-- Task statement --
The answer must consist of each line below that contains the string "this".

(Recorded information)

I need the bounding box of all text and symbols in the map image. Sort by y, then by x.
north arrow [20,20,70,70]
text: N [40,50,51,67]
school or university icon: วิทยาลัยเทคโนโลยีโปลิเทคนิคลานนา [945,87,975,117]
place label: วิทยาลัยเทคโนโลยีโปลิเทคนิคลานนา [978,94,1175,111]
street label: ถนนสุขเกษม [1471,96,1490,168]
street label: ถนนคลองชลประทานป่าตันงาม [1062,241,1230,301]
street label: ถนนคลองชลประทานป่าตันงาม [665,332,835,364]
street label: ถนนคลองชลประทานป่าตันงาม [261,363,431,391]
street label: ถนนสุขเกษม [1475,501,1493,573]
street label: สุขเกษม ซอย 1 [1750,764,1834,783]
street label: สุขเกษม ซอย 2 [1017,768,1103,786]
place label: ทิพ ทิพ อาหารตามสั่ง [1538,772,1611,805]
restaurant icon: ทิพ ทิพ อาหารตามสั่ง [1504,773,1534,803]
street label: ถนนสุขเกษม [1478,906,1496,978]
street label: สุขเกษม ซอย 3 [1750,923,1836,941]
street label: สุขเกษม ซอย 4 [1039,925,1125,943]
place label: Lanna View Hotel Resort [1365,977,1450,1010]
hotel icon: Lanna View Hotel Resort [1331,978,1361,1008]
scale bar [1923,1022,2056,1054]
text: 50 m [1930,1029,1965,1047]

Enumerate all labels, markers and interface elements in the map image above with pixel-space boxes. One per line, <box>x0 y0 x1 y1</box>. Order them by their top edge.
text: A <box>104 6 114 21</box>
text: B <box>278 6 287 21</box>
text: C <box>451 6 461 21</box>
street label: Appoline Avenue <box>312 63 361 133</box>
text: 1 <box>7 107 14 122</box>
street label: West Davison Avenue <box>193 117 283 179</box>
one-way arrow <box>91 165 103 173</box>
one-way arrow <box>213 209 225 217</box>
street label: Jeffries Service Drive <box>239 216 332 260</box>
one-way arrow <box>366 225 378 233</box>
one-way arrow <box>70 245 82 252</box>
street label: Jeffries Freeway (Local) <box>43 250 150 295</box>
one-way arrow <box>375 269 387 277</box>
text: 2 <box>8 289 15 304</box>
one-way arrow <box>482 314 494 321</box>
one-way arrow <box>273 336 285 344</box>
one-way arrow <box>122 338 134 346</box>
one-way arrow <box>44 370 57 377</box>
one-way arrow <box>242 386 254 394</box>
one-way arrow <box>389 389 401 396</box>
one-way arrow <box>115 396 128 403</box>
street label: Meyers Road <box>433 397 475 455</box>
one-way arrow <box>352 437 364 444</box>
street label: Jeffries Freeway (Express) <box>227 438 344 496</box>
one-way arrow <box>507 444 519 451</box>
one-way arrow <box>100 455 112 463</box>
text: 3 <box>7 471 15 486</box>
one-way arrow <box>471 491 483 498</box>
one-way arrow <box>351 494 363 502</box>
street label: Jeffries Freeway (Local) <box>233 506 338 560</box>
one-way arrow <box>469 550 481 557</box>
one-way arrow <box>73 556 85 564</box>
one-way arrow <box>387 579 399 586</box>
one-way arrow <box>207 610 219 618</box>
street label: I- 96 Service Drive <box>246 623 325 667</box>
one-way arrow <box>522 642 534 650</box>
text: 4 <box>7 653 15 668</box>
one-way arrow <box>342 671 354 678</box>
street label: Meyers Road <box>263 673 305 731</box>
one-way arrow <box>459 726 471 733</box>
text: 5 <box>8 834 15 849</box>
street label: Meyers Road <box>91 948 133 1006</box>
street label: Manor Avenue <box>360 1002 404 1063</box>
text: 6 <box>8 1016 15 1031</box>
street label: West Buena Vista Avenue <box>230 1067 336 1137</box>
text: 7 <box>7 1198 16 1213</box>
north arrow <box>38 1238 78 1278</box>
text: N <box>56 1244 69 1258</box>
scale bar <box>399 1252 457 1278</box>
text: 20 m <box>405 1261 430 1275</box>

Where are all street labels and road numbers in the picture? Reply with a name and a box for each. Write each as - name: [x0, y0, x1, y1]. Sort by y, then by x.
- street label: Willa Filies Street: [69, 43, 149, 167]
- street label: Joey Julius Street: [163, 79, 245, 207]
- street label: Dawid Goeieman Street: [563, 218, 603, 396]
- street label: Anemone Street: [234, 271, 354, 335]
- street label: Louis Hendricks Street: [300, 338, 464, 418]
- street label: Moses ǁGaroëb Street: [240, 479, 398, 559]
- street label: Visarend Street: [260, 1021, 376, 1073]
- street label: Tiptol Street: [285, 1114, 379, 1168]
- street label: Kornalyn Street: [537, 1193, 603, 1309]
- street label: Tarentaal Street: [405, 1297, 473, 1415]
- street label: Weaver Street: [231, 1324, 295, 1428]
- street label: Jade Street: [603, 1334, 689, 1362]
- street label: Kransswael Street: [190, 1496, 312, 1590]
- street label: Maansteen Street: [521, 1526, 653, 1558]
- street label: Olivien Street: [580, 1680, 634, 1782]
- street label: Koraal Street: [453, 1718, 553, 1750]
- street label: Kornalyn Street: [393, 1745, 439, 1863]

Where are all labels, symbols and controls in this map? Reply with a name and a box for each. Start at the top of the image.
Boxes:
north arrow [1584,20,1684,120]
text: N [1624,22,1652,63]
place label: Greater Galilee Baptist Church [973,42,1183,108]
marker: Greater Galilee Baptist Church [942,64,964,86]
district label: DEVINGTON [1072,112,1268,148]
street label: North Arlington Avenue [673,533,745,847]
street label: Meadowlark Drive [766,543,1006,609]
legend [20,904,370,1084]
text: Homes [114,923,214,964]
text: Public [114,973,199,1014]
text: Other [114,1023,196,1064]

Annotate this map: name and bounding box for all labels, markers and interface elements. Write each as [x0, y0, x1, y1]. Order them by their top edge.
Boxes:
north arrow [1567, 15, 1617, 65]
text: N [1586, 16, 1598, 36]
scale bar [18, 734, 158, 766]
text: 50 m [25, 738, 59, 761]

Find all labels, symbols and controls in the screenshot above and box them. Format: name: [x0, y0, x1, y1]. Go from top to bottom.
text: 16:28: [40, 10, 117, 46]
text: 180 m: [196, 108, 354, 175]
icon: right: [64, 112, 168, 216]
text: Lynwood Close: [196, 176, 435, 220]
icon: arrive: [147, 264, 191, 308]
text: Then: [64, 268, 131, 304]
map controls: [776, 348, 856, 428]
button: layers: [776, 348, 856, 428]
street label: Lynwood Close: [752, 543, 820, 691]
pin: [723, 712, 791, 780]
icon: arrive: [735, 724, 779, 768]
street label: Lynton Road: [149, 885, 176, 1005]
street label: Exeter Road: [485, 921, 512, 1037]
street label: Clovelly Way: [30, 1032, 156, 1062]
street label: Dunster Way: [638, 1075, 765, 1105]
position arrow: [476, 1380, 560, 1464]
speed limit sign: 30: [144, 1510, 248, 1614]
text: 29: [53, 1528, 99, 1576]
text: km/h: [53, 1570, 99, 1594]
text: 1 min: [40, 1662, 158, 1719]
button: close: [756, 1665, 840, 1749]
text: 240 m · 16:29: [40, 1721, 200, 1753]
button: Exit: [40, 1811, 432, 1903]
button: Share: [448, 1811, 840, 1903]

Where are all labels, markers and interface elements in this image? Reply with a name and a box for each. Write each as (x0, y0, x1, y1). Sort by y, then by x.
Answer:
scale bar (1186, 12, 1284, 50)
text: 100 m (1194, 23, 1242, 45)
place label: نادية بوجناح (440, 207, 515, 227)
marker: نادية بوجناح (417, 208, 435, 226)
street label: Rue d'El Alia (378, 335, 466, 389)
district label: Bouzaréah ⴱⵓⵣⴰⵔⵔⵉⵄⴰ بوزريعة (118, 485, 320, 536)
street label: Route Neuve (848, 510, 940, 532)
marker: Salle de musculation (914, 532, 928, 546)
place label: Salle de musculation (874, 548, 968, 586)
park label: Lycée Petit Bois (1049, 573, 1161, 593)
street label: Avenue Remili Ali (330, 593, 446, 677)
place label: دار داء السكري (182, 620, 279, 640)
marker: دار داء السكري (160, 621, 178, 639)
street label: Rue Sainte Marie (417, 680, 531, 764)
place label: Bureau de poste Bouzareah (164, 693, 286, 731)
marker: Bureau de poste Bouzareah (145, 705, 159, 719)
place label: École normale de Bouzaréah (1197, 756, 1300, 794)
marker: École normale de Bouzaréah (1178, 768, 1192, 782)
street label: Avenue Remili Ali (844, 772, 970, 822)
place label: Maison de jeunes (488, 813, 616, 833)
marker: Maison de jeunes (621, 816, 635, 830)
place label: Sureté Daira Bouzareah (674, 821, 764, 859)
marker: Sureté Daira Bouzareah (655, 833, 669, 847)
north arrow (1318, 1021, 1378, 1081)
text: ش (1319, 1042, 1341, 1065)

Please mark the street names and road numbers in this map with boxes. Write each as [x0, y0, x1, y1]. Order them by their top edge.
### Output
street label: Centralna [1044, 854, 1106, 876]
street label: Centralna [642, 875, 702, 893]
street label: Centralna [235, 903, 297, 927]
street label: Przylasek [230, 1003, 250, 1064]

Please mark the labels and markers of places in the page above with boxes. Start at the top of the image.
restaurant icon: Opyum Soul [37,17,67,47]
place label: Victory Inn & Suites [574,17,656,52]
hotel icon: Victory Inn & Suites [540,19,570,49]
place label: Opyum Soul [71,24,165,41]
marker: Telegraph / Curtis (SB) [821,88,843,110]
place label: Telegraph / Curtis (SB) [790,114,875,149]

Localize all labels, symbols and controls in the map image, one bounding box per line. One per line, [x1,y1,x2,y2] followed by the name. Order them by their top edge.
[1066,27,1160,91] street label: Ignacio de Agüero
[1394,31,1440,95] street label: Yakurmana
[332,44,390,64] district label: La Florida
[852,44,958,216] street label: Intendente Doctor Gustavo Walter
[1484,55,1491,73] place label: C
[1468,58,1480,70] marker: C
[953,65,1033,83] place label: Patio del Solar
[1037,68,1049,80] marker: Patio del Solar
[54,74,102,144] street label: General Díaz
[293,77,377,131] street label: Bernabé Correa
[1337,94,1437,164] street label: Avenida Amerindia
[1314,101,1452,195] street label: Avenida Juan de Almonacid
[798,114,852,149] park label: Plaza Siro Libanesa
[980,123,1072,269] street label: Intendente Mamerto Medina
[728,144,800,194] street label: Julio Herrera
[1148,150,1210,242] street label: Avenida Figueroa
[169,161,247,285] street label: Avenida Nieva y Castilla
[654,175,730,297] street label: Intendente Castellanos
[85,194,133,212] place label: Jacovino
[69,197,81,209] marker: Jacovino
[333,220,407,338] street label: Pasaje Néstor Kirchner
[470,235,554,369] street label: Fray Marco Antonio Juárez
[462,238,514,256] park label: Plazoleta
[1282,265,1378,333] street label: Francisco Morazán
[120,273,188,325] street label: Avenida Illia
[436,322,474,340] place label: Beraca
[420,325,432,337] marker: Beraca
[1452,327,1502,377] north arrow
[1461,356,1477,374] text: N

(End Recorded information)

-- Task response --
Where are all labels, symbols and controls in this map? Reply with a name and a box for each. Start at the top of the image.
Annotate this map: name and bounding box for all labels, markers and interface elements. Write each as [x0, y0, x1, y1]. Order them by their top edge.
Where are all labels, markers and interface elements in this image? Reply with a name and a box for each. Write each as (x0, y0, x1, y1). Sort by y, then by x.
Please mark the street names and road numbers in this map with boxes. Write each as [x0, y0, x1, y1]. Order them by their top edge.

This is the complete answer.